The following entries are to be retyped in full, exactly as written.

(Stored dataset items)
==================================================

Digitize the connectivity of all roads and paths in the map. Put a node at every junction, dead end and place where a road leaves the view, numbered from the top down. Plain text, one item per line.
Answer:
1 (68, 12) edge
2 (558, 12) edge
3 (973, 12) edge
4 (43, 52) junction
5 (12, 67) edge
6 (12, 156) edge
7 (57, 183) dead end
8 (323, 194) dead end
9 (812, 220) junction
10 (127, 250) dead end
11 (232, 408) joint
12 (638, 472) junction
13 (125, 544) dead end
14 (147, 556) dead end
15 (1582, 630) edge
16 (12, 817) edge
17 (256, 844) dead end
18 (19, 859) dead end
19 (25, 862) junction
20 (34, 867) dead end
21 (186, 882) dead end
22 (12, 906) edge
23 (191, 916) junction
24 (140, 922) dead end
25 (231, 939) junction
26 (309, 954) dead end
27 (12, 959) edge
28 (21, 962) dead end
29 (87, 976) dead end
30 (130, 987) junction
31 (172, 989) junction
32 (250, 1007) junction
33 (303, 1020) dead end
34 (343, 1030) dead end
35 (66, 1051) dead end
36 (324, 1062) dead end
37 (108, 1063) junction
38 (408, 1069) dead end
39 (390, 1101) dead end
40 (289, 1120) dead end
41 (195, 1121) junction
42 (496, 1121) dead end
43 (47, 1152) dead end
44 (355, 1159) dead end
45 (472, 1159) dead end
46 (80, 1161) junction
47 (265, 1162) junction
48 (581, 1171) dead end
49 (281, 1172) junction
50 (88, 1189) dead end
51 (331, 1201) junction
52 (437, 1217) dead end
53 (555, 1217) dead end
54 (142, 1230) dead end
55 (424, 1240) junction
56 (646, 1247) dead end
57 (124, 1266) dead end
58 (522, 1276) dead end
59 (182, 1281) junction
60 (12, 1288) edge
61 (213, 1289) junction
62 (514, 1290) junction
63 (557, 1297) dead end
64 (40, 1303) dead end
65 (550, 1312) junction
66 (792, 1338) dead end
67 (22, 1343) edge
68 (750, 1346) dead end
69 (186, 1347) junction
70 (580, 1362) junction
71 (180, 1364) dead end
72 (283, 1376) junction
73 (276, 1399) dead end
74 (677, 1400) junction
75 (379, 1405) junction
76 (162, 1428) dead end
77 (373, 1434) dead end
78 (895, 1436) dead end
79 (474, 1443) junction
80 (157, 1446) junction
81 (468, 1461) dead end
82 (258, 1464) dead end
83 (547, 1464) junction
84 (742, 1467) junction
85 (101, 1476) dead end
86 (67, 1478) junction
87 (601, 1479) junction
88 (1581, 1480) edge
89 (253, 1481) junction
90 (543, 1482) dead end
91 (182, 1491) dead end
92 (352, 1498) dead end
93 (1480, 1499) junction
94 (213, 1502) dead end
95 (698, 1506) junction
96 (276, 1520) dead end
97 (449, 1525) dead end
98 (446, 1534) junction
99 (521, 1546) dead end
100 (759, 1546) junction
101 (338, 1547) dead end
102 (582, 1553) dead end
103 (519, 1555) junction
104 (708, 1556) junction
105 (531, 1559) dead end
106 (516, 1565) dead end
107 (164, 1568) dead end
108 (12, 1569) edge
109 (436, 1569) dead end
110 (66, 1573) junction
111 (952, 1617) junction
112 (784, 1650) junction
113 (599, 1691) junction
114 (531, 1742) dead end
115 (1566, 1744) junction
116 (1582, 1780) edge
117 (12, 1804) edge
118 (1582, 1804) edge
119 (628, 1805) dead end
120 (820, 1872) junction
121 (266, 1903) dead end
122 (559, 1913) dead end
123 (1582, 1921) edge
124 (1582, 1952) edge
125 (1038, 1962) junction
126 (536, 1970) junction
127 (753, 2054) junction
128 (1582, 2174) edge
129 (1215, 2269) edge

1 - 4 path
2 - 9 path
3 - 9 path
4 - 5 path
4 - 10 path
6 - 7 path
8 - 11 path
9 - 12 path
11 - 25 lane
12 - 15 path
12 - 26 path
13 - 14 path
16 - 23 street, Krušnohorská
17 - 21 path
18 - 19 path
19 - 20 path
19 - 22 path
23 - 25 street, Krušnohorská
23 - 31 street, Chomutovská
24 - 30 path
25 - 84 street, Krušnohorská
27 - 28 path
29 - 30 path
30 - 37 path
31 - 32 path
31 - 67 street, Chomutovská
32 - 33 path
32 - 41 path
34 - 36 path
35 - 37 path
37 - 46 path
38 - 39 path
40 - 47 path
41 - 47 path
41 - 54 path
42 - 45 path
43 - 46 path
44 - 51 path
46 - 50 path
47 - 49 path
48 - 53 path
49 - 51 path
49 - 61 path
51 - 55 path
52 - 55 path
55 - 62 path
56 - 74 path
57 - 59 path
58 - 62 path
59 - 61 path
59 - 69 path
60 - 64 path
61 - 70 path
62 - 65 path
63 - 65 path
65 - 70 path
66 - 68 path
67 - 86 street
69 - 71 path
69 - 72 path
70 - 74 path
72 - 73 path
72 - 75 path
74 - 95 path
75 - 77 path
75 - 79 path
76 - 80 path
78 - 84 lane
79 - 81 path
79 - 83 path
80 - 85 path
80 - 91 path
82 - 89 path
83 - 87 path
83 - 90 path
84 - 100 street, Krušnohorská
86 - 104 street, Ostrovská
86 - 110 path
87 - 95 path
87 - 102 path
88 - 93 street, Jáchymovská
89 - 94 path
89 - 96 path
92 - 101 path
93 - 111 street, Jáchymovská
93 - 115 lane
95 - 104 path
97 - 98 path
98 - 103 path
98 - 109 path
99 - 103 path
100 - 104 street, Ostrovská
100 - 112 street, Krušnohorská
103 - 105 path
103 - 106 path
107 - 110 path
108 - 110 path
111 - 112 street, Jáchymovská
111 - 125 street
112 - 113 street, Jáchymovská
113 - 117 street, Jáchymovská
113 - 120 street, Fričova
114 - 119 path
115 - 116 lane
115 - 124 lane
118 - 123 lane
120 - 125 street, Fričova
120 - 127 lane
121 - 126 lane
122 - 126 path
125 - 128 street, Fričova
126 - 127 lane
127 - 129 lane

==================================================

» Finished task:
Digitize the connectivity of all roads and paths in the map. Put a node at every junction, dead end and place where a road leaves the view, numbered from the top down. Plain text, one item per line.
Answer:
1 (68, 12) edge
2 (558, 12) edge
3 (973, 12) edge
4 (43, 52) junction
5 (12, 67) edge
6 (12, 156) edge
7 (57, 183) dead end
8 (323, 194) dead end
9 (812, 220) junction
10 (127, 250) dead end
11 (232, 408) joint
12 (638, 472) junction
13 (125, 544) dead end
14 (147, 556) dead end
15 (1582, 630) edge
16 (12, 817) edge
17 (256, 844) dead end
18 (19, 859) dead end
19 (25, 862) junction
20 (34, 867) dead end
21 (186, 882) dead end
22 (12, 906) edge
23 (191, 916) junction
24 (140, 922) dead end
25 (231, 939) junction
26 (309, 954) dead end
27 (12, 959) edge
28 (21, 962) dead end
29 (87, 976) dead end
30 (130, 987) junction
31 (172, 989) junction
32 (250, 1007) junction
33 (303, 1020) dead end
34 (343, 1030) dead end
35 (66, 1051) dead end
36 (324, 1062) dead end
37 (108, 1063) junction
38 (408, 1069) dead end
39 (390, 1101) dead end
40 (289, 1120) dead end
41 (195, 1121) junction
42 (496, 1121) dead end
43 (47, 1152) dead end
44 (355, 1159) dead end
45 (472, 1159) dead end
46 (80, 1161) junction
47 (265, 1162) junction
48 (581, 1171) dead end
49 (281, 1172) junction
50 (88, 1189) dead end
51 (331, 1201) junction
52 (437, 1217) dead end
53 (555, 1217) dead end
54 (142, 1230) dead end
55 (424, 1240) junction
56 (646, 1247) dead end
57 (124, 1266) dead end
58 (522, 1276) dead end
59 (182, 1281) junction
60 (12, 1288) edge
61 (213, 1289) junction
62 (514, 1290) junction
63 (557, 1297) dead end
64 (40, 1303) dead end
65 (550, 1312) junction
66 (792, 1338) dead end
67 (22, 1343) edge
68 (750, 1346) dead end
69 (186, 1347) junction
70 (580, 1362) junction
71 (180, 1364) dead end
72 (283, 1376) junction
73 (276, 1399) dead end
74 (677, 1400) junction
75 (379, 1405) junction
76 (162, 1428) dead end
77 (373, 1434) dead end
78 (895, 1436) dead end
79 (474, 1443) junction
80 (157, 1446) junction
81 (468, 1461) dead end
82 (258, 1464) dead end
83 (547, 1464) junction
84 (742, 1467) junction
85 (101, 1476) dead end
86 (67, 1478) junction
87 (601, 1479) junction
88 (1581, 1480) edge
89 (253, 1481) junction
90 (543, 1482) dead end
91 (182, 1491) dead end
92 (352, 1498) dead end
93 (1480, 1499) junction
94 (213, 1502) dead end
95 (698, 1506) junction
96 (276, 1520) dead end
97 (449, 1525) dead end
98 (446, 1534) junction
99 (521, 1546) dead end
100 (759, 1546) junction
101 (338, 1547) dead end
102 (582, 1553) dead end
103 (519, 1555) junction
104 (708, 1556) junction
105 (531, 1559) dead end
106 (516, 1565) dead end
107 (164, 1568) dead end
108 (12, 1569) edge
109 (436, 1569) dead end
110 (66, 1573) junction
111 (952, 1617) junction
112 (784, 1650) junction
113 (599, 1691) junction
114 (531, 1742) dead end
115 (1566, 1744) junction
116 (1582, 1780) edge
117 (12, 1804) edge
118 (1582, 1804) edge
119 (628, 1805) dead end
120 (820, 1872) junction
121 (266, 1903) dead end
122 (559, 1913) dead end
123 (1582, 1921) edge
124 (1582, 1952) edge
125 (1038, 1962) junction
126 (536, 1970) junction
127 (753, 2054) junction
128 (1582, 2174) edge
129 (1215, 2269) edge

1 - 4 path
2 - 9 path
3 - 9 path
4 - 5 path
4 - 10 path
6 - 7 path
8 - 11 path
9 - 12 path
11 - 25 lane
12 - 15 path
12 - 26 path
13 - 14 path
16 - 23 street, Krušnohorská
17 - 21 path
18 - 19 path
19 - 20 path
19 - 22 path
23 - 25 street, Krušnohorská
23 - 31 street, Chomutovská
24 - 30 path
25 - 84 street, Krušnohorská
27 - 28 path
29 - 30 path
30 - 37 path
31 - 32 path
31 - 67 street, Chomutovská
32 - 33 path
32 - 41 path
34 - 36 path
35 - 37 path
37 - 46 path
38 - 39 path
40 - 47 path
41 - 47 path
41 - 54 path
42 - 45 path
43 - 46 path
44 - 51 path
46 - 50 path
47 - 49 path
48 - 53 path
49 - 51 path
49 - 61 path
51 - 55 path
52 - 55 path
55 - 62 path
56 - 74 path
57 - 59 path
58 - 62 path
59 - 61 path
59 - 69 path
60 - 64 path
61 - 70 path
62 - 65 path
63 - 65 path
65 - 70 path
66 - 68 path
67 - 86 street
69 - 71 path
69 - 72 path
70 - 74 path
72 - 73 path
72 - 75 path
74 - 95 path
75 - 77 path
75 - 79 path
76 - 80 path
78 - 84 lane
79 - 81 path
79 - 83 path
80 - 85 path
80 - 91 path
82 - 89 path
83 - 87 path
83 - 90 path
84 - 100 street, Krušnohorská
86 - 104 street, Ostrovská
86 - 110 path
87 - 95 path
87 - 102 path
88 - 93 street, Jáchymovská
89 - 94 path
89 - 96 path
92 - 101 path
93 - 111 street, Jáchymovská
93 - 115 lane
95 - 104 path
97 - 98 path
98 - 103 path
98 - 109 path
99 - 103 path
100 - 104 street, Ostrovská
100 - 112 street, Krušnohorská
103 - 105 path
103 - 106 path
107 - 110 path
108 - 110 path
111 - 112 street, Jáchymovská
111 - 125 street
112 - 113 street, Jáchymovská
113 - 117 street, Jáchymovská
113 - 120 street, Fričova
114 - 119 path
115 - 116 lane
115 - 124 lane
118 - 123 lane
120 - 125 street, Fričova
120 - 127 lane
121 - 126 lane
122 - 126 path
125 - 128 street, Fričova
126 - 127 lane
127 - 129 lane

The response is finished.